* _Task requirements_: Return all lines from the listing below in which the string "edges" occurs.

* _Data provided_:
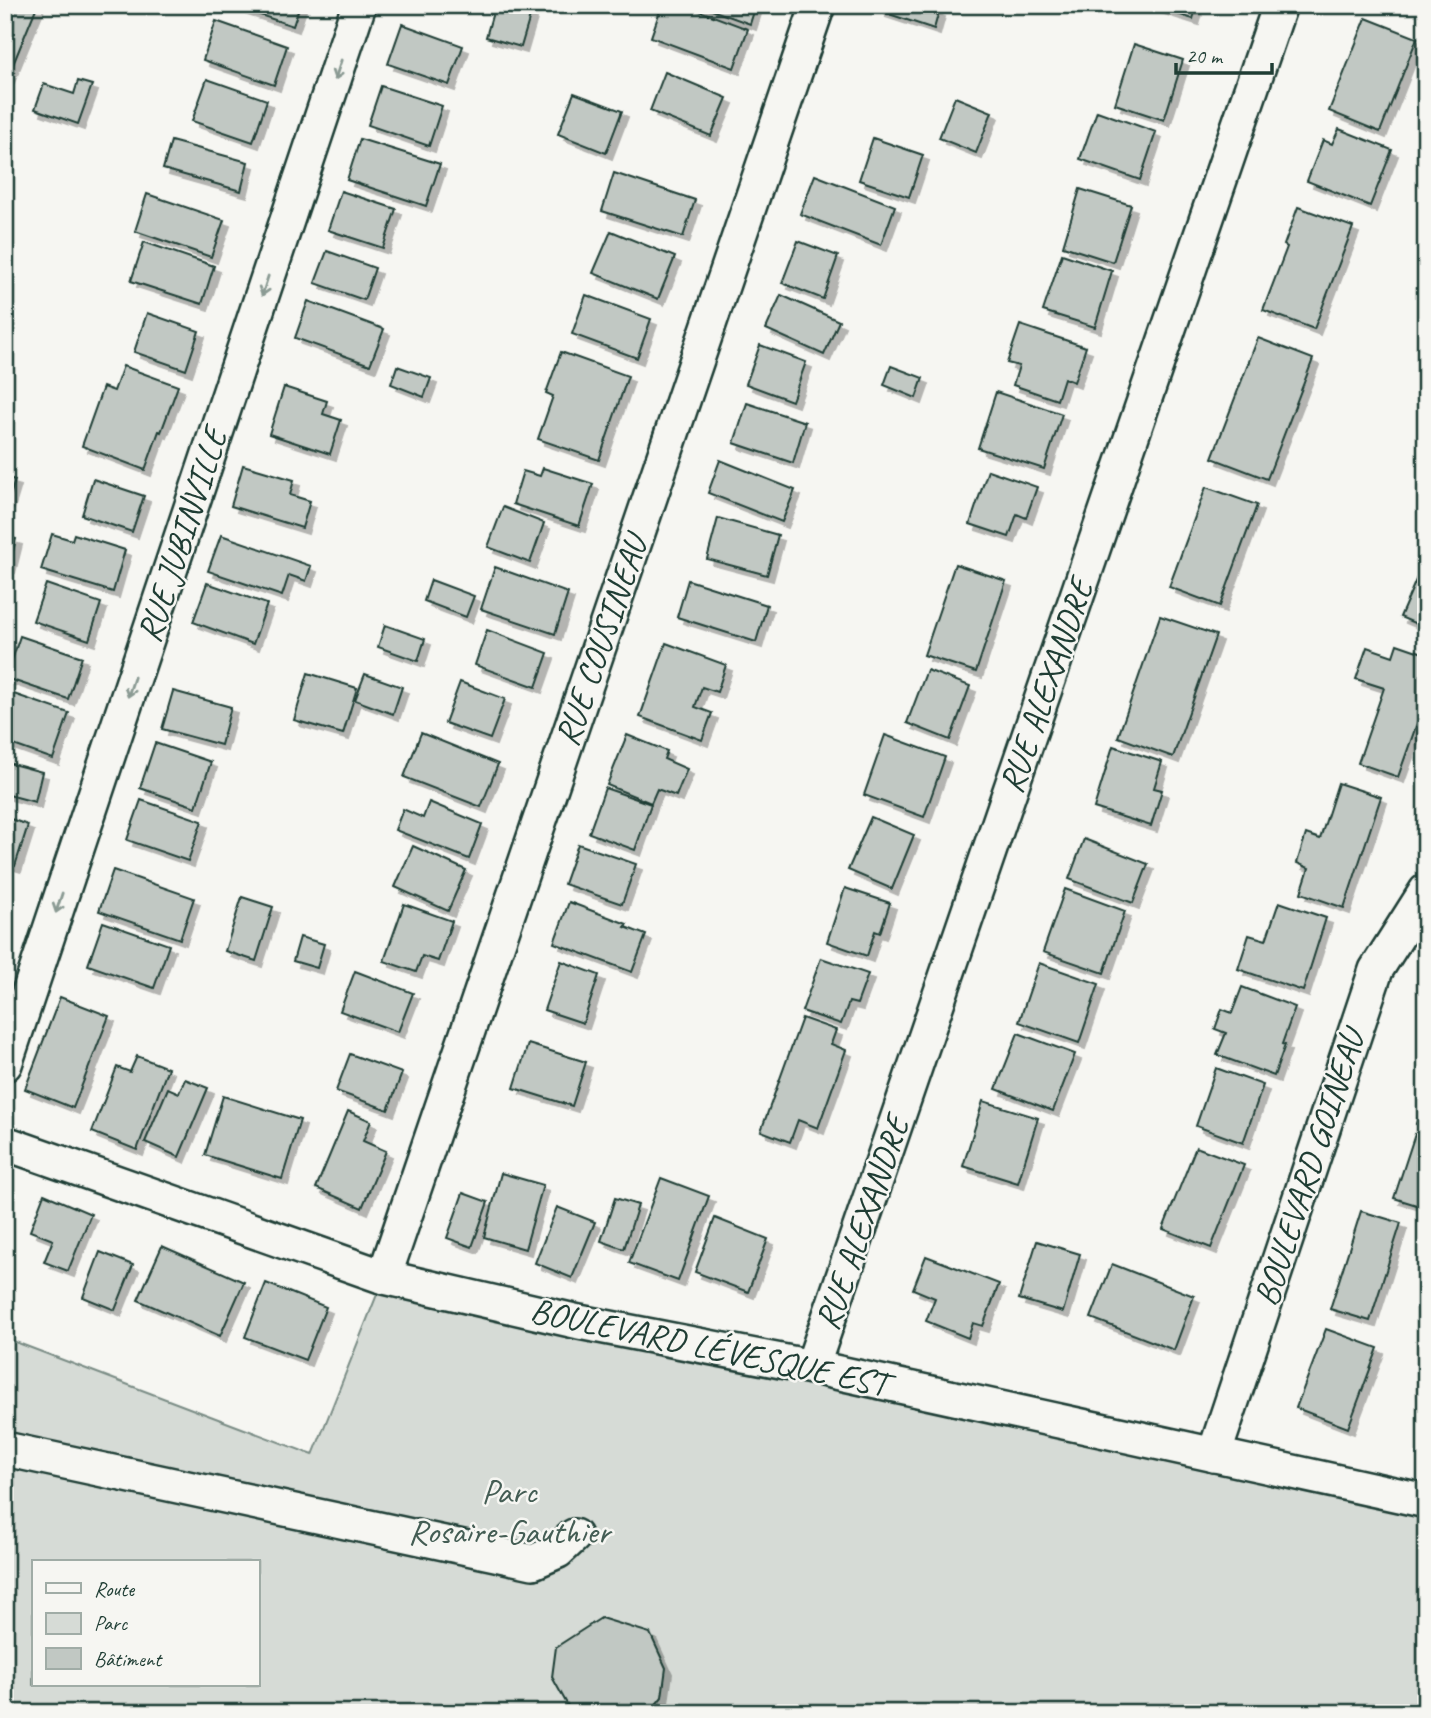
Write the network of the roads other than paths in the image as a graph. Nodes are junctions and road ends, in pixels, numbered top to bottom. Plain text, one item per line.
1 (359, 5) edge
2 (818, 5) edge
3 (1280, 5) edge
4 (1426, 891) edge
5 (5, 1064) edge
6 (5, 1143) edge
7 (384, 1277) junction
8 (812, 1367) junction
9 (5, 1449) edge
10 (1214, 1455) junction
11 (1426, 1501) edge
12 (574, 1536) dead end

1 -> 5 street, RUE JUBINVILLE
2 - 7 street, RUE COUSINEAU
3 - 8 street, RUE ALEXANDRE
4 - 10 street, BOULEVARD GOINEAU
6 - 7 street, BOULEVARD LÉVESQUE EST
7 - 8 street, BOULEVARD LÉVESQUE EST
8 - 10 street, BOULEVARD LÉVESQUE EST
9 - 12 street
10 - 11 street, BOULEVARD LÉVESQUE EST

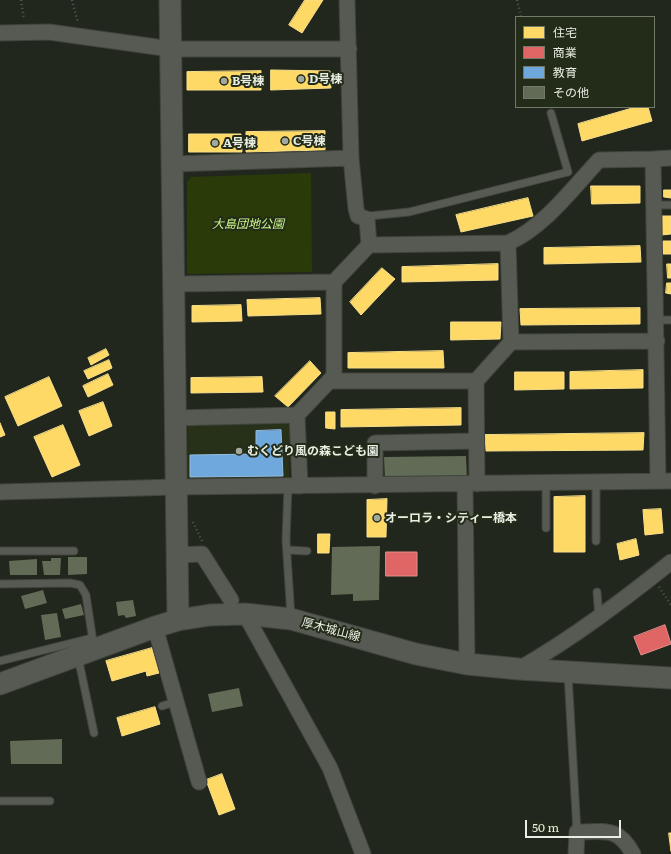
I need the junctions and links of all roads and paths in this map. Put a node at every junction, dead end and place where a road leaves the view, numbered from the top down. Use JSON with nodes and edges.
{"nodes":[{"id":1,"x":22,"y":0,"type":"edge"},
{"id":2,"x":72,"y":0,"type":"edge"},
{"id":3,"x":170,"y":0,"type":"edge"},
{"id":4,"x":347,"y":0,"type":"edge"},
{"id":5,"x":517,"y":0,"type":"edge"},
{"id":6,"x":521,"y":16,"type":"edge"},
{"id":7,"x":0,"y":33,"type":"edge"},
{"id":8,"x":25,"y":33,"type":"junction"},
{"id":9,"x":81,"y":37,"type":"junction"},
{"id":10,"x":171,"y":49,"type":"junction"},
{"id":11,"x":349,"y":49,"type":"junction"},
{"id":12,"x":551,"y":113,"type":"dead end"},
{"id":13,"x":351,"y":158,"type":"junction"},
{"id":14,"x":671,"y":158,"type":"edge"},
{"id":15,"x":653,"y":159,"type":"junction"},
{"id":16,"x":172,"y":164,"type":"junction"},
{"id":17,"x":654,"y":205,"type":"junction"},
{"id":18,"x":671,"y":205,"type":"edge"},
{"id":19,"x":367,"y":219,"type":"junction"},
{"id":20,"x":508,"y":243,"type":"junction"},
{"id":21,"x":369,"y":245,"type":"junction"},
{"id":22,"x":334,"y":282,"type":"junction"},
{"id":23,"x":173,"y":284,"type":"junction"},
{"id":24,"x":656,"y":320,"type":"junction"},
{"id":25,"x":671,"y":320,"type":"edge"},
{"id":26,"x":657,"y":341,"type":"junction"},
{"id":27,"x":511,"y":342,"type":"junction"},
{"id":28,"x":329,"y":380,"type":"junction"},
{"id":29,"x":476,"y":380,"type":"junction"},
{"id":30,"x":297,"y":414,"type":"junction"},
{"id":31,"x":174,"y":418,"type":"junction"},
{"id":32,"x":476,"y":441,"type":"junction"},
{"id":33,"x":664,"y":481,"type":"edge"},
{"id":34,"x":596,"y":482,"type":"junction"},
{"id":35,"x":546,"y":483,"type":"junction"},
{"id":36,"x":471,"y":484,"type":"junction"},
{"id":37,"x":294,"y":486,"type":"junction"},
{"id":38,"x":375,"y":486,"type":"junction"},
{"id":39,"x":176,"y":487,"type":"junction"},
{"id":40,"x":0,"y":492,"type":"edge"},
{"id":41,"x":546,"y":528,"type":"dead end"},
{"id":42,"x":596,"y":541,"type":"dead end"},
{"id":43,"x":287,"y":550,"type":"junction"},
{"id":44,"x":307,"y":550,"type":"dead end"},
{"id":45,"x":0,"y":551,"type":"edge"},
{"id":46,"x":74,"y":551,"type":"dead end"},
{"id":47,"x":177,"y":555,"type":"junction"},
{"id":48,"x":671,"y":562,"type":"edge"},
{"id":49,"x":652,"y":577,"type":"junction"},
{"id":50,"x":0,"y":584,"type":"edge"},
{"id":51,"x":597,"y":592,"type":"dead end"},
{"id":52,"x":671,"y":605,"type":"edge"},
{"id":53,"x":238,"y":607,"type":"junction"},
{"id":54,"x":600,"y":618,"type":"junction"},
{"id":55,"x":291,"y":619,"type":"junction"},
{"id":56,"x":178,"y":620,"type":"junction"},
{"id":57,"x":154,"y":626,"type":"junction"},
{"id":58,"x":88,"y":647,"type":"junction"},
{"id":59,"x":0,"y":661,"type":"edge"},
{"id":60,"x":467,"y":664,"type":"junction"},
{"id":61,"x":519,"y":669,"type":"junction"},
{"id":62,"x":568,"y":672,"type":"junction"},
{"id":63,"x":671,"y":678,"type":"edge"},
{"id":64,"x":0,"y":684,"type":"edge"},
{"id":65,"x":94,"y":733,"type":"dead end"},
{"id":66,"x":199,"y":782,"type":"dead end"},
{"id":67,"x":0,"y":801,"type":"edge"},
{"id":68,"x":50,"y":801,"type":"dead end"},
{"id":69,"x":577,"y":832,"type":"junction"},
{"id":70,"x":363,"y":854,"type":"edge"},
{"id":71,"x":576,"y":854,"type":"edge"},
{"id":72,"x":633,"y":854,"type":"edge"}],
"edges":[{"from":1,"to":8,"type":"path"},
{"from":2,"to":9,"type":"path"},
{"from":3,"to":10,"type":"main road"},
{"from":4,"to":11,"type":"street"},
{"from":5,"to":6,"type":"path"},
{"from":7,"to":8,"type":"street"},
{"from":8,"to":9,"type":"street"},
{"from":9,"to":10,"type":"street"},
{"from":10,"to":11,"type":"street"},
{"from":10,"to":16,"type":"main road"},
{"from":11,"to":13,"type":"street"},
{"from":12,"to":19,"type":"lane"},
{"from":13,"to":16,"type":"street"},
{"from":13,"to":19,"type":"street"},
{"from":14,"to":15,"type":"street"},
{"from":15,"to":17,"type":"street"},
{"from":15,"to":20,"type":"street"},
{"from":16,"to":23,"type":"main road"},
{"from":17,"to":18,"type":"lane"},
{"from":17,"to":24,"type":"street"},
{"from":19,"to":21,"type":"street"},
{"from":20,"to":21,"type":"street"},
{"from":20,"to":27,"type":"street"},
{"from":21,"to":22,"type":"street"},
{"from":22,"to":23,"type":"street"},
{"from":22,"to":28,"type":"street"},
{"from":23,"to":31,"type":"main road"},
{"from":24,"to":25,"type":"lane"},
{"from":24,"to":26,"type":"street"},
{"from":26,"to":27,"type":"street"},
{"from":26,"to":33,"type":"street"},
{"from":27,"to":29,"type":"street"},
{"from":28,"to":29,"type":"street"},
{"from":28,"to":30,"type":"street"},
{"from":29,"to":32,"type":"street"},
{"from":30,"to":31,"type":"street"},
{"from":30,"to":37,"type":"street"},
{"from":31,"to":39,"type":"main road"},
{"from":32,"to":36,"type":"street"},
{"from":32,"to":38,"type":"street"},
{"from":33,"to":34,"type":"street"},
{"from":34,"to":35,"type":"street"},
{"from":34,"to":42,"type":"lane"},
{"from":35,"to":36,"type":"street"},
{"from":35,"to":41,"type":"lane"},
{"from":36,"to":38,"type":"street"},
{"from":36,"to":60,"type":"street"},
{"from":37,"to":38,"type":"street"},
{"from":37,"to":39,"type":"street"},
{"from":37,"to":43,"type":"lane"},
{"from":39,"to":40,"type":"street"},
{"from":39,"to":47,"type":"main road"},
{"from":43,"to":44,"type":"lane"},
{"from":43,"to":55,"type":"lane"},
{"from":45,"to":46,"type":"lane"},
{"from":47,"to":53,"type":"street"},
{"from":47,"to":56,"type":"main road"},
{"from":48,"to":49,"type":"street"},
{"from":49,"to":52,"type":"path"},
{"from":49,"to":54,"type":"street"},
{"from":50,"to":58,"type":"lane"},
{"from":51,"to":54,"type":"lane"},
{"from":53,"to":55,"type":"main road","name":"厚木城山線"},
{"from":53,"to":56,"type":"main road","name":"厚木城山線"},
{"from":53,"to":70,"type":"street"},
{"from":54,"to":61,"type":"street"},
{"from":55,"to":60,"type":"main road","name":"厚木城山線"},
{"from":56,"to":57,"type":"main road","name":"厚木城山線"},
{"from":57,"to":58,"type":"main road","name":"厚木城山線"},
{"from":57,"to":66,"type":"street"},
{"from":58,"to":59,"type":"lane"},
{"from":58,"to":64,"type":"main road","name":"厚木城山線"},
{"from":58,"to":65,"type":"lane"},
{"from":60,"to":61,"type":"main road","name":"厚木城山線"},
{"from":61,"to":62,"type":"main road","name":"厚木城山線"},
{"from":62,"to":63,"type":"main road","name":"厚木城山線"},
{"from":62,"to":69,"type":"lane"},
{"from":67,"to":68,"type":"lane"},
{"from":69,"to":71,"type":"street"},
{"from":69,"to":72,"type":"street"}]}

* _Answer below_:
I need the junctions and links of all roads and paths in this map. Put a node at every junction, dead end and place where a road leaves the view, numbered from the top down. Use JSON with nodes and edges.
"edges":[{"from":1,"to":8,"type":"path"},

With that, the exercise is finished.